Part-time tuzağına düştüğüm yıllarda tüketim alışkanlıklarım değişti. Çok uygun fiyatlı bir ürüne denk gelmezsem sezon alışverişi yapamıyorum artık, indirimi bekliyorum. Sezon fiyatları kötü niyetli geliyor. Sadece inidirime kalmayacağını tahmin ettiğim ürünleri, çevrelerinde birkaç gün birkaç tur attıktan sonra alabiliyorum. Akıllı alışveriş yapmaya çalışıyorum ama bazen ucuzculuğa kaçıp, kalitesiz mal alıyorum. O zaman çok kızıyorum kendime.
Bu yaz memun kaldığım için düz, baskısız t-shirt ve bluzlarımı Kipa'dan aldım mesela. Ama bunun bir tüketim alışkanlığı olduğunu fark etmem annemin Kanada'dan gelen kuzenime "Akça da Kipa'dan giyiniyor" demesi ile oldu. "Aaa daha neler üstüme iyilik sağlık" dememe rağmen, bir doğruluk payı sezdim, mahçup oldum.

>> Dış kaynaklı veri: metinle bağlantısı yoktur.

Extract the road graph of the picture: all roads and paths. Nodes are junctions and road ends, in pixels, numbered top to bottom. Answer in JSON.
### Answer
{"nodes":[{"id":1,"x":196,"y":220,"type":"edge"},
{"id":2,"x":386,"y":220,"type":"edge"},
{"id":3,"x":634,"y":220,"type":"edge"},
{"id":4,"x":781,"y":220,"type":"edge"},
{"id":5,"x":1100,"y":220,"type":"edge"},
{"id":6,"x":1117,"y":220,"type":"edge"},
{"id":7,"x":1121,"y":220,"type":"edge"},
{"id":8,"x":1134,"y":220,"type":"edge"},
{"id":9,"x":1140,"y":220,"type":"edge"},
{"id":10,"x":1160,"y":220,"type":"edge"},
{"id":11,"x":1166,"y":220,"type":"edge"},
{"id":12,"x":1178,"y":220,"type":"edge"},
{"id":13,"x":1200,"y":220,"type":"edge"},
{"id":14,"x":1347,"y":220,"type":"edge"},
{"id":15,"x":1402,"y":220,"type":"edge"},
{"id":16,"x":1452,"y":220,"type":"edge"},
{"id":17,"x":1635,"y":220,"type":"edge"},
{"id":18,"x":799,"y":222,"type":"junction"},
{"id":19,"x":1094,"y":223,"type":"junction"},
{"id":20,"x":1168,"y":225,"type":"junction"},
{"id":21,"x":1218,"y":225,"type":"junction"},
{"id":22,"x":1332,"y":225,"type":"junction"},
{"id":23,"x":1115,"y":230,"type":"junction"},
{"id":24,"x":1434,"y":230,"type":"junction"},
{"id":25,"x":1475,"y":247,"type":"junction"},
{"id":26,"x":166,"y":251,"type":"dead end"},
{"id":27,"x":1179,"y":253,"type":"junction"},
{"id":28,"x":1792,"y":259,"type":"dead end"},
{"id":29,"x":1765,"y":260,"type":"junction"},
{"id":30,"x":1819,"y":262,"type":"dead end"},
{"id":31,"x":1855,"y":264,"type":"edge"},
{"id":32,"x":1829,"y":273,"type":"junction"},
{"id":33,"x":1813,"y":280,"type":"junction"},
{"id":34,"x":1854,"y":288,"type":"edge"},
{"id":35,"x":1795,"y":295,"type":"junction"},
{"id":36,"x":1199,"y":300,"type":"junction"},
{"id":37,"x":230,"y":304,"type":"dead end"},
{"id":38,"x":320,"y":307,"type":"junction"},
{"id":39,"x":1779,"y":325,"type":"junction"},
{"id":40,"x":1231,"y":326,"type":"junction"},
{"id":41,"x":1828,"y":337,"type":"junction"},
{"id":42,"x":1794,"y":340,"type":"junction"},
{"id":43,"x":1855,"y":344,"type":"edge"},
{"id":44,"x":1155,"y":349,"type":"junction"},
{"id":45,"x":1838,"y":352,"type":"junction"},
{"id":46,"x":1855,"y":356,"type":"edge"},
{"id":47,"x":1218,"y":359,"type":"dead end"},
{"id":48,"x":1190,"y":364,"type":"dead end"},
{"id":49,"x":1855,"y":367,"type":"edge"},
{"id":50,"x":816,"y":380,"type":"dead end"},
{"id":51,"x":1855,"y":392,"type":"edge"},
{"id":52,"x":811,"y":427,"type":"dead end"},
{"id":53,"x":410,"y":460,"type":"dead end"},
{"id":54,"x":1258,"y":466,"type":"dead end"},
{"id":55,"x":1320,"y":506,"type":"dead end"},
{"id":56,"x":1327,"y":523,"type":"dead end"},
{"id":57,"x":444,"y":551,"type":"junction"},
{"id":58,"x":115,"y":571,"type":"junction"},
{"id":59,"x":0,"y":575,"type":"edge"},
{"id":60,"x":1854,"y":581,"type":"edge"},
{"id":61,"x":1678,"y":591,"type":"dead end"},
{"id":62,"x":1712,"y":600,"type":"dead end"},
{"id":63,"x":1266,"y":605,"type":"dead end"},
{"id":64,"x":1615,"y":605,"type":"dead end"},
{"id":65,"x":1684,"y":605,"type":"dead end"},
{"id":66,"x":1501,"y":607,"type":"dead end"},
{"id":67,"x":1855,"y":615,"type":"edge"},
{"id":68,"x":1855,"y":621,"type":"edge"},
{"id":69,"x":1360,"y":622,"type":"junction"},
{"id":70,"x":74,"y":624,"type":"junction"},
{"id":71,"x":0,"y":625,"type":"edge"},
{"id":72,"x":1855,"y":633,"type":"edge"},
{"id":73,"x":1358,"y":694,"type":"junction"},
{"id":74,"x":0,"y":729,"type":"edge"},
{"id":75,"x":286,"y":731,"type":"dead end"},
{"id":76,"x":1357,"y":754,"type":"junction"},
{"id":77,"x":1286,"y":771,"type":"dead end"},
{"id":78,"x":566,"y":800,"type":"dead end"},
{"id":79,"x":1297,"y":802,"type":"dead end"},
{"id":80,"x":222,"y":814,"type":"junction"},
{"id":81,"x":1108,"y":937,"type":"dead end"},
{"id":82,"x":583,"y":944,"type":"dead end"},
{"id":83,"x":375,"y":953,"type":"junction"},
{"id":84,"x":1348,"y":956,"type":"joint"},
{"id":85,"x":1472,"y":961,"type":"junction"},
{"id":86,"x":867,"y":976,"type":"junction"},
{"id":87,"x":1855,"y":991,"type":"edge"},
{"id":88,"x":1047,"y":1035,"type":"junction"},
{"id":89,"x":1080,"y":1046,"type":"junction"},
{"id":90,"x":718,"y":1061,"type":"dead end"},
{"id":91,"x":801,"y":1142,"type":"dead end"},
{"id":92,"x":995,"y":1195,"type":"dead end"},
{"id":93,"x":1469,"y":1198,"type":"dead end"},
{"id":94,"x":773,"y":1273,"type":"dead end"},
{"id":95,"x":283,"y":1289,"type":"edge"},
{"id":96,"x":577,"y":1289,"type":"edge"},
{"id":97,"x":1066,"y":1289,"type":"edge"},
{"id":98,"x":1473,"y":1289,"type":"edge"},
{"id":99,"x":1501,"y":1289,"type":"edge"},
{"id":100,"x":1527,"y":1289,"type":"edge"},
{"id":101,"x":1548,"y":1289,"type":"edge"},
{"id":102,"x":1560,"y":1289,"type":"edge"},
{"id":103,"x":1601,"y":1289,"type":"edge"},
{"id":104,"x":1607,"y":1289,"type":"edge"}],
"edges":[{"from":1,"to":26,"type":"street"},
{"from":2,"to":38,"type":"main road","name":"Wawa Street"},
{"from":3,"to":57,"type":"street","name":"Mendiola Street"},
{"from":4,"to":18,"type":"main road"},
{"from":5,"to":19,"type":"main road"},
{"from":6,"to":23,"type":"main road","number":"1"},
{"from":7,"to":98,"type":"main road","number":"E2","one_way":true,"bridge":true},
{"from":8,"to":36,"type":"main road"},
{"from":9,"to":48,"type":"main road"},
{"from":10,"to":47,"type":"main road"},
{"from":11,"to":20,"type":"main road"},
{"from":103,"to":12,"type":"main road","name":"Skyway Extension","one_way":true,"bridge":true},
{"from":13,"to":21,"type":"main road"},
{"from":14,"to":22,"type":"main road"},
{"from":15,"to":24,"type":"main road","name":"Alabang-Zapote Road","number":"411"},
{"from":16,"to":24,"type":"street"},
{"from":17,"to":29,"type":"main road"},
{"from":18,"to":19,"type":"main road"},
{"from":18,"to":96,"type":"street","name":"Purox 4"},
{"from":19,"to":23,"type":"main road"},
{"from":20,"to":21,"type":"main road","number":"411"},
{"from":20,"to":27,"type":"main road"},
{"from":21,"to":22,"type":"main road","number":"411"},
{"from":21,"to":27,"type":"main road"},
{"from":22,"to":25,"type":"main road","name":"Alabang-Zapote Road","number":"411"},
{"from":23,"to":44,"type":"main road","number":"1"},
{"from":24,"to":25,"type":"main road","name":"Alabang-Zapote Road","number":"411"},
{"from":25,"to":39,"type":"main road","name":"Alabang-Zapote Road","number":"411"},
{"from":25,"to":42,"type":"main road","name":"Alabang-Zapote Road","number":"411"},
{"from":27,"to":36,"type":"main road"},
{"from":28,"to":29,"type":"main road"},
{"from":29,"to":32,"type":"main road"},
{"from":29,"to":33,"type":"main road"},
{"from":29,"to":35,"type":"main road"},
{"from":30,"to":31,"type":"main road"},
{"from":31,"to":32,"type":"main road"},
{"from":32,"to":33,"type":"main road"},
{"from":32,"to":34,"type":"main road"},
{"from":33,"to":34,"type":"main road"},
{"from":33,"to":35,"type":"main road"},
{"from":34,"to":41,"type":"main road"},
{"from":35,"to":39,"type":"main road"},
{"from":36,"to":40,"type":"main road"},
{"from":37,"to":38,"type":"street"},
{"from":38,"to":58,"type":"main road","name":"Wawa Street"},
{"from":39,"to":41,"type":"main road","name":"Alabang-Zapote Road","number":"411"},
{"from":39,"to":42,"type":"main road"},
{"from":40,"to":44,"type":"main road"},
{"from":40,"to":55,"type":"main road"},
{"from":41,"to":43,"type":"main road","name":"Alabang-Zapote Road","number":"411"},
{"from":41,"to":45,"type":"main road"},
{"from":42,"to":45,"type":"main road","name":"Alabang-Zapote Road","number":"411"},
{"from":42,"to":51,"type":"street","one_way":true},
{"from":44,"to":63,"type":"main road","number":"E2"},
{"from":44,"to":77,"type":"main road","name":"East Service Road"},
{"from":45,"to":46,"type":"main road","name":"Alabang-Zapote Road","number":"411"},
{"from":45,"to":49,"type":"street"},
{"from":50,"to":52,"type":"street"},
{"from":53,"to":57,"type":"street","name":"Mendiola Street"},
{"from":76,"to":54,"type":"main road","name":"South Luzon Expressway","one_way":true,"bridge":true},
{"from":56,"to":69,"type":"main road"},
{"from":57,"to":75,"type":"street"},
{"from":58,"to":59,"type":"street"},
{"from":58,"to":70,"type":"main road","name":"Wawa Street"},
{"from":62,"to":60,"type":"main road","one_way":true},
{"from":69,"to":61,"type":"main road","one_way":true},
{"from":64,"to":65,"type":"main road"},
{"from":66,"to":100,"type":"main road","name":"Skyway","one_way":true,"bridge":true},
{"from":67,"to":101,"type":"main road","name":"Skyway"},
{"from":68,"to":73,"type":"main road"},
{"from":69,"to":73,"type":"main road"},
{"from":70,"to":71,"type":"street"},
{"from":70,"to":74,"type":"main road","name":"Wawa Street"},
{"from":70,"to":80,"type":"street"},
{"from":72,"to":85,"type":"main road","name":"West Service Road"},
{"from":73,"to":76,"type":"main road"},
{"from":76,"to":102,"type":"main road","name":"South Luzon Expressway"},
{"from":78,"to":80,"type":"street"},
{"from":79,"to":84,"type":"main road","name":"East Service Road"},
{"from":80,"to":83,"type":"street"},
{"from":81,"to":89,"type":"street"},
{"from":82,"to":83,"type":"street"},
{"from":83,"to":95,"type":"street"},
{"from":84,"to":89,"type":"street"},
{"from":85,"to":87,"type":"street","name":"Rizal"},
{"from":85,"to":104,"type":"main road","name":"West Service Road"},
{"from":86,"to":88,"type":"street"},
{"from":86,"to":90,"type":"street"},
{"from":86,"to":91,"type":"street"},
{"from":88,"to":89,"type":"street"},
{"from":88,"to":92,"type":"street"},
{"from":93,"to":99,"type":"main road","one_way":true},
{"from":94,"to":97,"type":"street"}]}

Bu demek değil ki tabii modayı takip etmiyor, sezonun fetiş objelerine gönlümü kaptırmıyorum. Havuç pantalon alacağım bu sezon, kalitelisinden hem de söz. Ayrıca bu kaşmir parmaksız, uzun eldivenlerin de nicedir peşindeydim. Aldım vallahi, hem de bence fahiş para ödedim. Becerikli olanlar için çok basit yapmak...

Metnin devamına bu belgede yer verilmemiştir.